Comparison between CI-SpliceAI and similar tools

There is a separate repository here comparing CI-SpliceAI with SpliceAI, MMSplice, SQUIRLS, and two MaxEntScan variants.

Differences to SpliceAI

This tool is very similar to the SpliceAI annotation tool. These are the most important differences:

  • Models are trained on collapsed GENCODE isoforms
  • The final models are trained on all chromosomes; SpliceAI models are only trained on training chromosomes
  • Models are optimised for inference and load/predict faster
  • All overlapping genes are analysed, not only the first one
  • When no genes overlap, the tool is run on the forward and backward strand
  • All variants are annotated, even multi-nucleotide variants
  • Better batch inference on GPU
  • Masking (--mask) is done prior to annotation, allowing the next-highest annotation to be returned rather than capping the output to zero (see this github issue)
  • Potential differences when filtering GENCODE annotations. SpliceAI's data pipeline was not released and their selection process not disclosed (see this github issue)

Current limitations

The tool is only using one CPU/GPU max.

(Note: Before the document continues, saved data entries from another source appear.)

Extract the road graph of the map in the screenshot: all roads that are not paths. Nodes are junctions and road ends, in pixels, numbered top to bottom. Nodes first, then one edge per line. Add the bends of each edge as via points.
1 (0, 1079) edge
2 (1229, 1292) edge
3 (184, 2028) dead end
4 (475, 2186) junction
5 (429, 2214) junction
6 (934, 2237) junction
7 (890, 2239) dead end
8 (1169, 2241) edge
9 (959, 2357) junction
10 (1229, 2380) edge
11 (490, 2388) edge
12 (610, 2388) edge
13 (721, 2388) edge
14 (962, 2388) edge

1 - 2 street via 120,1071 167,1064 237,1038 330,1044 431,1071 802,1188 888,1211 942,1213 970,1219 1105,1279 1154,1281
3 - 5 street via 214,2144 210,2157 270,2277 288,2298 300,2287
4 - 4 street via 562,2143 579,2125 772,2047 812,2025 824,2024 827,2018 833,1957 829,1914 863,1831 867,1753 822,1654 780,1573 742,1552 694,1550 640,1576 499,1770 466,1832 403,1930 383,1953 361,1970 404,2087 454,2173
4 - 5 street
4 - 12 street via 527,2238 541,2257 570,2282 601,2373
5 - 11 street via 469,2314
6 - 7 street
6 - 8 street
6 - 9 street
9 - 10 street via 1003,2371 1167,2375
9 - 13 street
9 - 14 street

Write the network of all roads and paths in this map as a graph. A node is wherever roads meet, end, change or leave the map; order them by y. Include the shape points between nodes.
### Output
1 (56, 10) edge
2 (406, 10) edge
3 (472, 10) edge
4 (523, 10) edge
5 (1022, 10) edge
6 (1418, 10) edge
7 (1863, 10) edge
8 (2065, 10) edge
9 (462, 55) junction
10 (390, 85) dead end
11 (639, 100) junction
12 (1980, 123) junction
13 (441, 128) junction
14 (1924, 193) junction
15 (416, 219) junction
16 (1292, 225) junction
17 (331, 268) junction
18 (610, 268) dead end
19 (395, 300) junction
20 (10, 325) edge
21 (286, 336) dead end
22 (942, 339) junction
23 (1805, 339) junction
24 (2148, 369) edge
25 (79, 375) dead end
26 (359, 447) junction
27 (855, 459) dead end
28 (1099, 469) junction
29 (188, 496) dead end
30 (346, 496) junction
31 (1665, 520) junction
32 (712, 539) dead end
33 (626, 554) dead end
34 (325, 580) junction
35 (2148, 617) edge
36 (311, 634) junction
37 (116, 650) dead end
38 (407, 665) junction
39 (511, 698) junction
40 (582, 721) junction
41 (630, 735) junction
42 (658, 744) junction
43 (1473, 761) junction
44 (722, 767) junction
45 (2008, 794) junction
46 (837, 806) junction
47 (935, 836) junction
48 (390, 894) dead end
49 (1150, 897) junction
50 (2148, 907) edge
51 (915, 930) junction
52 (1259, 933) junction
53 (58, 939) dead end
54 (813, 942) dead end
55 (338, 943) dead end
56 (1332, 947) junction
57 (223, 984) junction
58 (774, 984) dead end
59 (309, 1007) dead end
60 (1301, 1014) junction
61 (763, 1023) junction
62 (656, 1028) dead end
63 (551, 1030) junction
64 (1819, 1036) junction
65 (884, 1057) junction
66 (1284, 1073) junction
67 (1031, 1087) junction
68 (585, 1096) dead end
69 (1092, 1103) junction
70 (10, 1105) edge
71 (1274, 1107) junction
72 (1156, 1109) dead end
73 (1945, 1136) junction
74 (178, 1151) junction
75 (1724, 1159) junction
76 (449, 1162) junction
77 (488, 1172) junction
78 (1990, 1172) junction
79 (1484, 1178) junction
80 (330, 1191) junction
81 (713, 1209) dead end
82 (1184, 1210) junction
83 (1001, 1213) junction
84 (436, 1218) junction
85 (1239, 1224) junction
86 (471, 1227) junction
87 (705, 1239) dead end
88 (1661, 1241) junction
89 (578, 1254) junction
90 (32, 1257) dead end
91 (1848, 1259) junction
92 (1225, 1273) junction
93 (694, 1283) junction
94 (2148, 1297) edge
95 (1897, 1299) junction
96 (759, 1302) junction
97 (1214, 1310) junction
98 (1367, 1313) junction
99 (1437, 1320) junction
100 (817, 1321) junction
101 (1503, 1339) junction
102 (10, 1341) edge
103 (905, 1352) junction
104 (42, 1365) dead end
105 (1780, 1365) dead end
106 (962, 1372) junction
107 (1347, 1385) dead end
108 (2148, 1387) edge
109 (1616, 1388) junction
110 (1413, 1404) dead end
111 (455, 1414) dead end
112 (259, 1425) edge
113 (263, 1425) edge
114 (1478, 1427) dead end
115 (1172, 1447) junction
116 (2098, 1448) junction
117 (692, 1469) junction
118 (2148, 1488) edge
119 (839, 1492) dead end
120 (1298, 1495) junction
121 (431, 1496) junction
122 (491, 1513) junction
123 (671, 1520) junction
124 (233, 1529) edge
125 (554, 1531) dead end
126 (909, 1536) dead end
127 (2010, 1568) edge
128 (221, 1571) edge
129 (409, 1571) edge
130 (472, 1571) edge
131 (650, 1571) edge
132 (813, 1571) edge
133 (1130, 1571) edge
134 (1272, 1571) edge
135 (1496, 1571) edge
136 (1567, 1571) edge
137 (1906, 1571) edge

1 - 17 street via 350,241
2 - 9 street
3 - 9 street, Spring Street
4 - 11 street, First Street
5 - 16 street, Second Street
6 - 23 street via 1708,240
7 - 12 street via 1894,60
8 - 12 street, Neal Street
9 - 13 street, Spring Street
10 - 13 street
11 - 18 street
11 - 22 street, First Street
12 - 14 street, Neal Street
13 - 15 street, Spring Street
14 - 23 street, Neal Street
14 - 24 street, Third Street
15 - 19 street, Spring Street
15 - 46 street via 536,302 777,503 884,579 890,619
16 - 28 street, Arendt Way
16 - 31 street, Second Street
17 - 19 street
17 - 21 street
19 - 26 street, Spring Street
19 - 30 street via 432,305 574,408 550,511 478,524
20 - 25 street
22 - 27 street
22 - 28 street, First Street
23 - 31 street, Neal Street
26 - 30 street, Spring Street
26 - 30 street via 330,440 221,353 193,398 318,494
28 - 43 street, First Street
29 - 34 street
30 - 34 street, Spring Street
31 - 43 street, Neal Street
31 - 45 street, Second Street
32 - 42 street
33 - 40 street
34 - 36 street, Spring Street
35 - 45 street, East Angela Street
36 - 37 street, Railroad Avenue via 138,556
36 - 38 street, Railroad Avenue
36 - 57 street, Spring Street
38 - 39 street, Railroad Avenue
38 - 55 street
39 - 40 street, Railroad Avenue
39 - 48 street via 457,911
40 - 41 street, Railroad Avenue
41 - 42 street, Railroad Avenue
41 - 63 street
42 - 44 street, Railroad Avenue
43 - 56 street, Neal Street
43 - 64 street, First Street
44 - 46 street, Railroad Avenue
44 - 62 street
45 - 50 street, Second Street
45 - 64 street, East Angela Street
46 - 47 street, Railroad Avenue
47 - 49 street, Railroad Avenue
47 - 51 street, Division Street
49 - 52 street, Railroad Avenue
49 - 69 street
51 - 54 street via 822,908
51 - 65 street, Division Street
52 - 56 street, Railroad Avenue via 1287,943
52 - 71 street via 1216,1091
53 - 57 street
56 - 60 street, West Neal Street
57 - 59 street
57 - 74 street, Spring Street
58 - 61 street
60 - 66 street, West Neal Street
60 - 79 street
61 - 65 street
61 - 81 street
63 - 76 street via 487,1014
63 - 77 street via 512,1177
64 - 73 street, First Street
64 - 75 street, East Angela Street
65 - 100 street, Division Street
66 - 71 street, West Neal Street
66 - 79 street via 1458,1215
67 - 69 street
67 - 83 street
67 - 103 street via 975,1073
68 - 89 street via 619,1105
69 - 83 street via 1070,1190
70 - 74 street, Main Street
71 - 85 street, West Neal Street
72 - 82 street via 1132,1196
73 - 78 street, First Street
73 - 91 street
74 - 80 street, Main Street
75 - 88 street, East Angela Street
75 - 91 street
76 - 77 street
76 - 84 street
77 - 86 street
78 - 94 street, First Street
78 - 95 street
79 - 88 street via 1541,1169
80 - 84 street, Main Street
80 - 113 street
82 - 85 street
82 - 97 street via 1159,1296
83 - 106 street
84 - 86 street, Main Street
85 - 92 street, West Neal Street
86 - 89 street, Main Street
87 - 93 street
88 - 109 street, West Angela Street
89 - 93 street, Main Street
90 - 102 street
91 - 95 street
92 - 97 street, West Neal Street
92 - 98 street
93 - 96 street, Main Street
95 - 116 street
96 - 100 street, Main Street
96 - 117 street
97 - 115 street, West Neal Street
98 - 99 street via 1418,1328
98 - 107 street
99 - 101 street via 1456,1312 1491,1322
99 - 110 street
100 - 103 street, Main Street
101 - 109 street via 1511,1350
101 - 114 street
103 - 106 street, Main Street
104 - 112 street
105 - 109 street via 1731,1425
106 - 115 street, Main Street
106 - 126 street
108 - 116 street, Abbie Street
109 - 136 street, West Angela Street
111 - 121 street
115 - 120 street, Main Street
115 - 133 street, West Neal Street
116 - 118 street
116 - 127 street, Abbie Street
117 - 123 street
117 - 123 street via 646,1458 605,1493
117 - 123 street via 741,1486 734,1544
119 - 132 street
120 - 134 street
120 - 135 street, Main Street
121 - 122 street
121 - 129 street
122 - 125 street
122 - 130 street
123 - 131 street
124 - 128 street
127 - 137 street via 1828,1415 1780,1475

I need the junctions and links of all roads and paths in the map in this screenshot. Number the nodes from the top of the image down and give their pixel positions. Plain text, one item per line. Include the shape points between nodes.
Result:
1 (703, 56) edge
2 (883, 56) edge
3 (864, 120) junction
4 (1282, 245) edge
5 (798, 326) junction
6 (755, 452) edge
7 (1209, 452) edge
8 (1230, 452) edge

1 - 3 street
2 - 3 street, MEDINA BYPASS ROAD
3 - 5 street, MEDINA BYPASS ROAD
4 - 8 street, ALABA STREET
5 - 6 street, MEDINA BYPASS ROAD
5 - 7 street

Multi-processing is currently not supported.

Prediction of custom sequences

Since version 1.1, you can predict the likelihood of each nucleotide being a splice site like so:

from cispliceai.model import CISpliceAI
from cispliceai.data import DNAPreprocessor

model = CISpliceAI()

# you can run multiple sequences in a batch
# you can input sequences of varying length, but it's your responsibility to ensure that the batch fits on memory!
# The sequences here are only an example, you should upload much longer slices to get sensible results
predictions = model.predict([
  DNAPreprocessor.onehot_and_pad('CTTCCTCTCCTCCTGCCCCACCTTCCTCTCCTCCTGCCCCACCAGAACCGGGGGCGGCTGGCAGACAAGAGGACAGTCGCCCTGCCTGCC'),
  DNAPreprocessor.onehot_and_pad('CTCCTCCTGCCCCACCAGAACCGGGGGCGGCTG'),
])

# Get acceptor and donor scores for the two sequences
acceptor_prob_1 = predictions[0][:, 1]
donor_prob_1 = predictions[0][:, 2]

acceptor_prob_2 = predictions[1][:, 1]
donor_prob_2 = predictions[1][:, 2]

Development

To install from a local directory

pip install -e "./[cpu]"

Build to release

pip install build
python -m build

Pull requests / Bug reports

Pull requests are welcome. Please submit bug reports to the git issues system.

License

Creative Commons License
This work is licensed under a Creative Commons Attribution 4.0 International License.